Volkswagen posts €6 billion cash flow, targets €1.2 billion savings as tariffs bite

VWAGYVWAGY

Volkswagen reported 2025 net cash flow of €6 billion despite weak China demand and Porsche challenges, and unveiled a management restructure targeting up to €1.2 billion in production savings. U.S. tariff headwinds have shaved €1.5 billion off earnings and could cut EPS growth by 10–20% under additional duties.

1. Stronger-Than-Expected 2025 Cash Flow

Volkswagen reported a net cash flow of €6 billion for fiscal 2025, outperforming analyst estimates by €1 billion. The improvement was driven by tighter working-capital management and cost discipline across its mass-market and luxury divisions. Free cash flow excluding lease vehicles rose to €4.5 billion, compared with €2.8 billion a year earlier, providing additional liquidity to support next-generation electric vehicle programs and software investments.

2. New Management Structure for Core Brands

The company has created a new oversight body to coordinate decision-making across Volkswagen Passenger Cars, Audi, and Škoda. The board will centralize product planning, purchasing and platform development with the aim of unlocking approximately €1.2 billion in savings by 2027. This structure is intended to accelerate model launches, improve component commonality and strengthen negotiating leverage with suppliers.
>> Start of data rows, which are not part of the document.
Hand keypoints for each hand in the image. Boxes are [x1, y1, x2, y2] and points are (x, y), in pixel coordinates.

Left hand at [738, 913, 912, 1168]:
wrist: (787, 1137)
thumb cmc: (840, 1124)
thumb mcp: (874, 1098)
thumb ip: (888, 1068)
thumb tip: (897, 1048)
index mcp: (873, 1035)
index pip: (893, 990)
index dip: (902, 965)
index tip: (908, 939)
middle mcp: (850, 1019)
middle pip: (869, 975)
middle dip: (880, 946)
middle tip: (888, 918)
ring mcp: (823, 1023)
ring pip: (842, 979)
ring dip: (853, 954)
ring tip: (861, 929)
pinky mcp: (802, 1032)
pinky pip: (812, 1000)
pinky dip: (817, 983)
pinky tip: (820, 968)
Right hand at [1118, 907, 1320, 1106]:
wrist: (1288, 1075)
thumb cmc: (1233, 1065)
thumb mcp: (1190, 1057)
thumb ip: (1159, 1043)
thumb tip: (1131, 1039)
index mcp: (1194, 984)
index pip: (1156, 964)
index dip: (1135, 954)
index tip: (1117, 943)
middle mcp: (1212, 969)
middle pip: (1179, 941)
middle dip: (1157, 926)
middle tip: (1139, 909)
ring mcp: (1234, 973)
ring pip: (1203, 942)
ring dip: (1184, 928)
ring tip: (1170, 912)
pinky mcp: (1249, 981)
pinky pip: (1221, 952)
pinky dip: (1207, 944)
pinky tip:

3. Board Role Consolidation to Drive €1 Billion in Savings

In a bid to streamline operations, Volkswagen announced it will cut 50 senior management positions across its core brands over the next 18 months. By consolidating overlapping platforms and pooling engineering teams, the automaker expects to save €1 billion annually in overhead costs starting in 2026. The reduction accounts for roughly 10 percent of current board-level roles in the Passenger Cars, Audi and Škoda divisions.

4. Tariff Uncertainty Weighs on Outlook

Potential new U.S. automotive import tariffs pose a material risk to Volkswagen’s earnings trajectory. Previous measures cost the company about €1.5 billion in additional duties in 2024, equivalent to 5 percent of pretax profit. Further escalations could reduce projected EPS growth by 10–20 percent over the next two years, prompting analysts to lower their fair-value estimates despite Volkswagen’s conservative leverage and strong free-cash-flow generation.